WORK REQUIRED —
Every line that contains "road" must be located and copied from the data.
### AVAILABLE RECORDS ###
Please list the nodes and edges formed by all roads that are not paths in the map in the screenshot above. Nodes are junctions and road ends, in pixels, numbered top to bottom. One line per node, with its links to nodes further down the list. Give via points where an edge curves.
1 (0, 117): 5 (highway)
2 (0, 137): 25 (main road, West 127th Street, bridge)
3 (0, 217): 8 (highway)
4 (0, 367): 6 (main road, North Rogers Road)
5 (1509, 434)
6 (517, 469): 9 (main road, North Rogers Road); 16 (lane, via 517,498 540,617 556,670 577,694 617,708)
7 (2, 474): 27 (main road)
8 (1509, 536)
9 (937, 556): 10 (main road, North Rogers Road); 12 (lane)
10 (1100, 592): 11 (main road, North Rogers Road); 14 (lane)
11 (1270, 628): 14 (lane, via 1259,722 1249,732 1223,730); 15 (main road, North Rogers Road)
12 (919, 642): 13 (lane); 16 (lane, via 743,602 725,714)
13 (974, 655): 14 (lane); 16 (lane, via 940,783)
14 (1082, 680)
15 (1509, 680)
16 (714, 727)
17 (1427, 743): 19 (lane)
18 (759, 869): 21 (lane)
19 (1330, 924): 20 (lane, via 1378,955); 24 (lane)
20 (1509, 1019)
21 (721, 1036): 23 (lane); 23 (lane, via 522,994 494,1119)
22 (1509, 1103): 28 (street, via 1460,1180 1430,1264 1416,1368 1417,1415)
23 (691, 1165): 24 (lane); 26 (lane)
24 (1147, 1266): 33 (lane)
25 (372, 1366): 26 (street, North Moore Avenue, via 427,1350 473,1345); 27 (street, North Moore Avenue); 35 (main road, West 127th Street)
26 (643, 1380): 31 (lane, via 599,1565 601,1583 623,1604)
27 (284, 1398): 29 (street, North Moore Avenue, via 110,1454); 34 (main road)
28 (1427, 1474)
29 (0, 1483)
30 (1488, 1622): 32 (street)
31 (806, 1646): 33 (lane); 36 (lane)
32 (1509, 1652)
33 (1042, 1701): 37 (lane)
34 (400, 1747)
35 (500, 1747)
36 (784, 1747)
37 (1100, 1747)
###
RESULT OF THE EXERCISE —
Please list the nodes and edges formed by all roads that are not paths in the map in the screenshot above. Nodes are junctions and road ends, in pixels, numbered top to bottom. One line per node, with its links to nodes further down the list. Give via points where an edge curves.
2 (0, 137): 25 (main road, West 127th Street, bridge)
4 (0, 367): 6 (main road, North Rogers Road)
6 (517, 469): 9 (main road, North Rogers Road); 16 (lane, via 517,498 540,617 556,670 577,694 617,708)
7 (2, 474): 27 (main road)
9 (937, 556): 10 (main road, North Rogers Road); 12 (lane)
10 (1100, 592): 11 (main road, North Rogers Road); 14 (lane)
11 (1270, 628): 14 (lane, via 1259,722 1249,732 1223,730); 15 (main road, North Rogers Road)
25 (372, 1366): 26 (street, North Moore Avenue, via 427,1350 473,1345); 27 (street, North Moore Avenue); 35 (main road, West 127th Street)
27 (284, 1398): 29 (street, North Moore Avenue, via 110,1454); 34 (main road)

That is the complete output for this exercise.